The reason is that you want to get the most work out off the powder that you can. As the powder burns it builds pressure, however, the bullet moves and the volume becomes larger and the temperature starts dropping from a peak so the curve has its maximum before the bullet leaves the barrel.
I am absolutely sure you can out shoot me. However, you have not done a very good job of understanding any of the physics laid out here by me and some others. This is an opportunity for all of us to learn if you would take a shot at understanding the physics and helping us understand the shooting ramifications. We know to use a powder with characteristics that give us maximum work - but that is very difficult to come up with (hence all of the reloading experiments). The original question for this thread had to do with recoil and accuracy. The answer is extremely complicated and is the reason that people try many ways to reduce the motion of the rifle from the moment the trigger is pulled until the bullet has cleared the barrel. The field for this is called "internal ballistics." The physics we are using is not something we made up. It is the basic physics taught in a first physics class that covers statics and dynamics. Please try to understand what we are putting forward - unplant your feet - and look at the technical links that have been provided.
We have seen there are two sources of recoil.
1) The internal physics that take place from the time the trigger breaks until the time the bullet leaves the barrel. This has to do with a number of variables and is a subject in itself. It is the part of the recoil that you do not seem to believe in spite of all of the references that have been provided.
2) The external physics as the pressurized gas is released at high-speed from the end of the barrel. That rocket action is all that you seem to be able to believe.
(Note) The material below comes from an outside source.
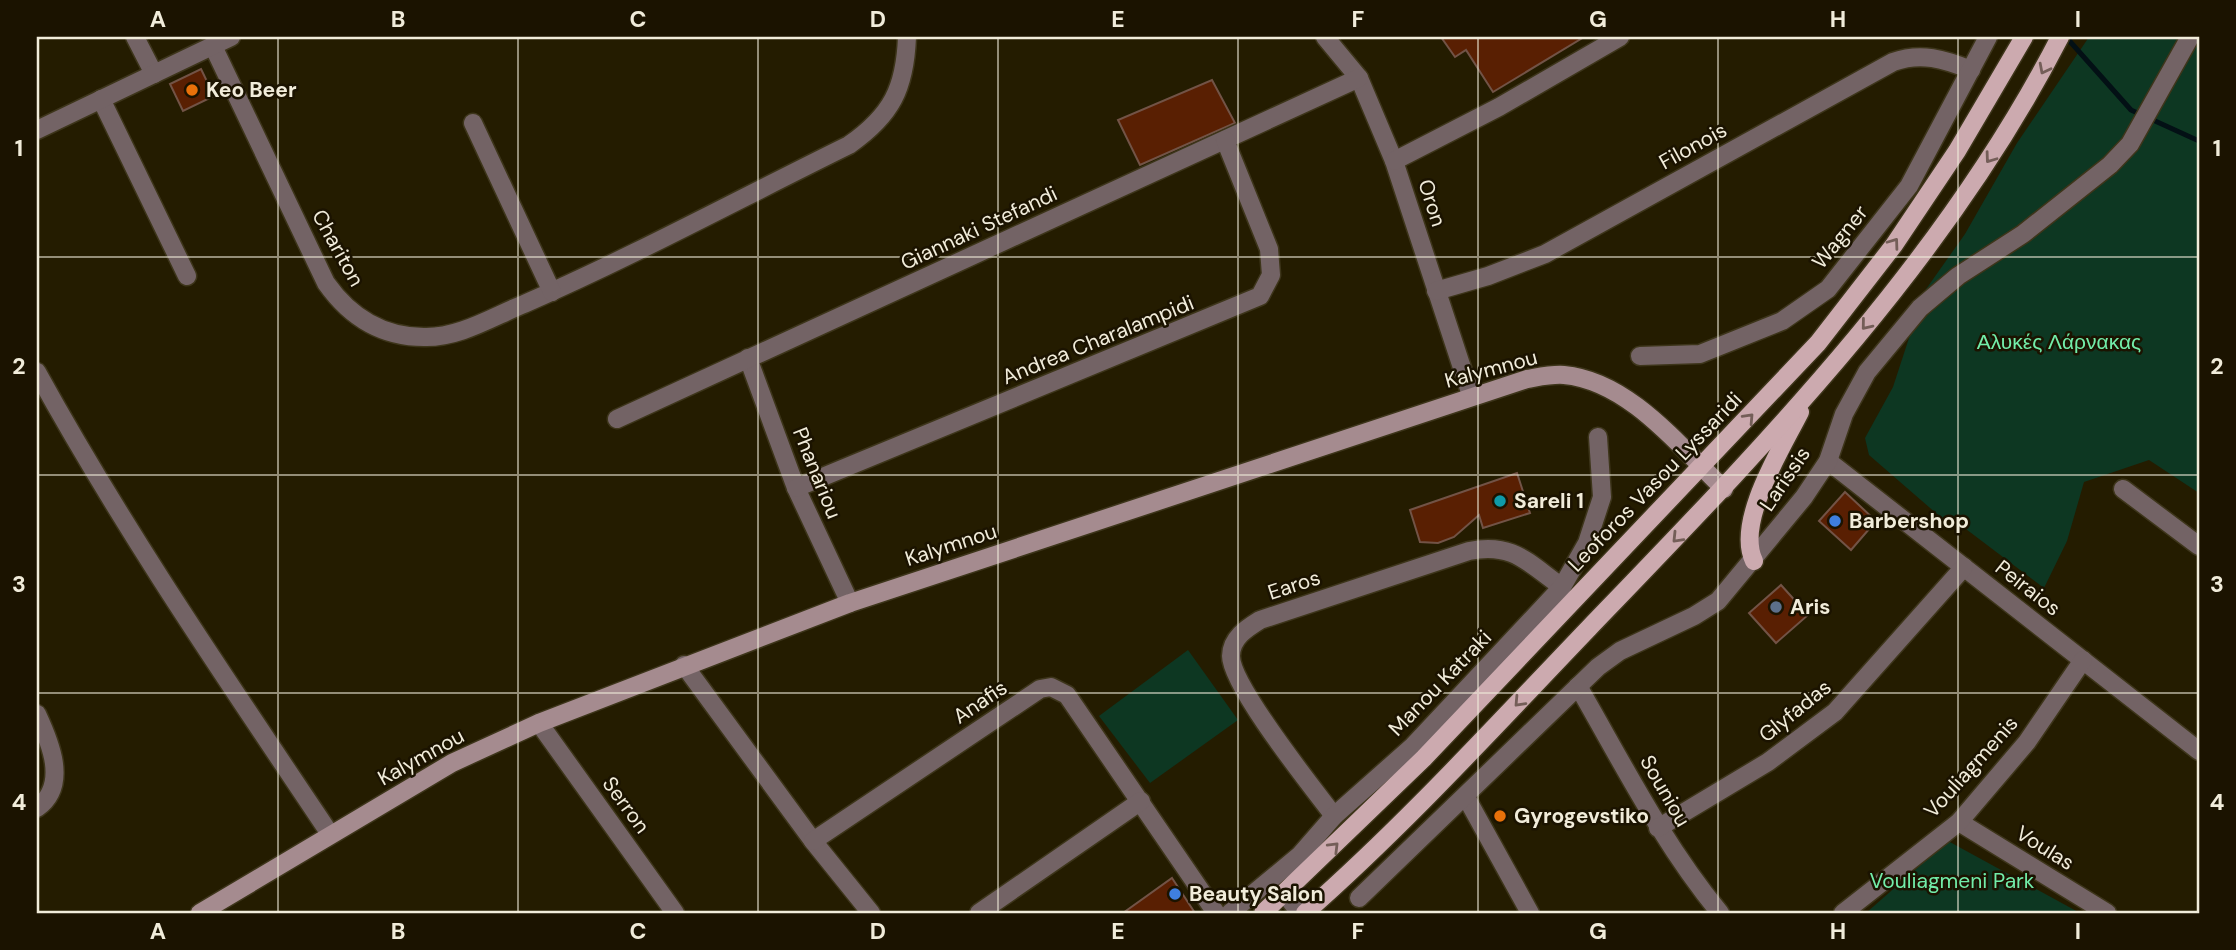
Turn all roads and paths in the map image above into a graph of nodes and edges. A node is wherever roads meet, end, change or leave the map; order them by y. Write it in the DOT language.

The bottom line is that all of these issues have to do with rifle motion but the internal physics is what determines where the bullet will hit. The external physics is what gives additional recoil and does not have much of an effect on the projectile trajectory (since the bullet has left the house).
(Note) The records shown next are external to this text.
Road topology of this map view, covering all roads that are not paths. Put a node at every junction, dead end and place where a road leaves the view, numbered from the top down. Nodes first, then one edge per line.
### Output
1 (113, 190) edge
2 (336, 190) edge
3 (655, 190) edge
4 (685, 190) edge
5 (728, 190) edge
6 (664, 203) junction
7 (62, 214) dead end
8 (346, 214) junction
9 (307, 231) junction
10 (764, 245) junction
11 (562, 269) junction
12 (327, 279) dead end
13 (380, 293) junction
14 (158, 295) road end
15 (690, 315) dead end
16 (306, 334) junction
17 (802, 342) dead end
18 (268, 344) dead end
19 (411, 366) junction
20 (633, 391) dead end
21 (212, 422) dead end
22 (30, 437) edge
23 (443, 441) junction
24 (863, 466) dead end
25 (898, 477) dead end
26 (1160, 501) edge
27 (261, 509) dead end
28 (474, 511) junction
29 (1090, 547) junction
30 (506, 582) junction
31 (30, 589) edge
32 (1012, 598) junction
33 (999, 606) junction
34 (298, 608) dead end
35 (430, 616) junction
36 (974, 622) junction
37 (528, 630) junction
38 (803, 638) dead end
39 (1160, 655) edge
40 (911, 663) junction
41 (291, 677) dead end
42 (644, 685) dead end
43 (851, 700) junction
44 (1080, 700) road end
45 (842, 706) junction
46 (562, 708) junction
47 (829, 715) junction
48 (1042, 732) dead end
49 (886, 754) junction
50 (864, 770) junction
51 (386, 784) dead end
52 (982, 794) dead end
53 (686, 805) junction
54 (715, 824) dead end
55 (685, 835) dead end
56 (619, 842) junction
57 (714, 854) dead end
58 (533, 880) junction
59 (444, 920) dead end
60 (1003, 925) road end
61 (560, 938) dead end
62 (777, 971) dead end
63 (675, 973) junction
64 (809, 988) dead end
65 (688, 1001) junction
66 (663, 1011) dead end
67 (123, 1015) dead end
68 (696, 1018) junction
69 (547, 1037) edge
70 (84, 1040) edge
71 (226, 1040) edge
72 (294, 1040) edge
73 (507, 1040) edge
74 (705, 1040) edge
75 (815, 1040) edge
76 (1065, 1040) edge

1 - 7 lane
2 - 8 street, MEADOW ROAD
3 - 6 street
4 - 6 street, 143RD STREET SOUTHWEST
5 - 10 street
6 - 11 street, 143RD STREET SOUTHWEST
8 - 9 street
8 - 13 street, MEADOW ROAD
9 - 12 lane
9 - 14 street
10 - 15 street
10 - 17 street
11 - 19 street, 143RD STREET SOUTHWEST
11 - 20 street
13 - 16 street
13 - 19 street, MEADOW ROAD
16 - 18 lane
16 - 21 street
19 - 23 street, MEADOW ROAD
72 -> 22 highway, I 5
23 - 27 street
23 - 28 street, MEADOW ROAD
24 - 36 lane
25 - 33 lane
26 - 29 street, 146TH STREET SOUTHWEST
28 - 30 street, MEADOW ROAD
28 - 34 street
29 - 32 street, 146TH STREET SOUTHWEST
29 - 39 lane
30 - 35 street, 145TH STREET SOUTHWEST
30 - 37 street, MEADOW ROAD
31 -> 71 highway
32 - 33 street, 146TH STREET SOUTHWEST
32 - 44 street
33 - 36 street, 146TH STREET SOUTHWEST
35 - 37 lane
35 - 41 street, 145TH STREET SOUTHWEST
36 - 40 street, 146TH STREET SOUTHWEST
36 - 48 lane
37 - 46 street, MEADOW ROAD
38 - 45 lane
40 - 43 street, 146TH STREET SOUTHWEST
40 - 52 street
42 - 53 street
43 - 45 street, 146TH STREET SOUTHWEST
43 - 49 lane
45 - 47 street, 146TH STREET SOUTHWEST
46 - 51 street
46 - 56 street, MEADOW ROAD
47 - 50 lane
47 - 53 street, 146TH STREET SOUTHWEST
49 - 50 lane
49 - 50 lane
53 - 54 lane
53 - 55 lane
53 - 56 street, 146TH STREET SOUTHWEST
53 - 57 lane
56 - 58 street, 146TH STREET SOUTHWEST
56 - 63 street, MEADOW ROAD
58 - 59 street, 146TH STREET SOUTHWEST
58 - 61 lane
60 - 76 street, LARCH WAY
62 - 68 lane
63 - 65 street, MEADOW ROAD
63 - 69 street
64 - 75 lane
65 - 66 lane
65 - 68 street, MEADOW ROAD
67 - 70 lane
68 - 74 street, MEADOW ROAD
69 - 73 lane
The initial component of internal motion recoil, vibration, and trigger action can affect the placement of the shot.
However, the addition of the second type of recoil can produce exaggerated flinch and trigger jerk that will also have influence on where the rifle moves before the bullet moves out of the barrel by influencing the internal ballistics.
You are right about muzzle brakes being very helpful (particularly for hot loads with a high ratio of powder mass to projectile mass) in reducing flinch. However, by ignoring the first type of recoil and other motions you are ignoring the forces that have an influence on bullet placement.
My bet is that you minimize these internal forces anyway when you shoot because of the way you were taught and the way you have learned. You just do not understand why. However, the question was not from you so I hope the initial poster has gotten something out of this free-for-all. I know I have. I have leaned from the sites I have visited to research the question as well as from the posts on the site. My thanks to all who have participated (yes, particularly you WildRose because you have made me dig for answers).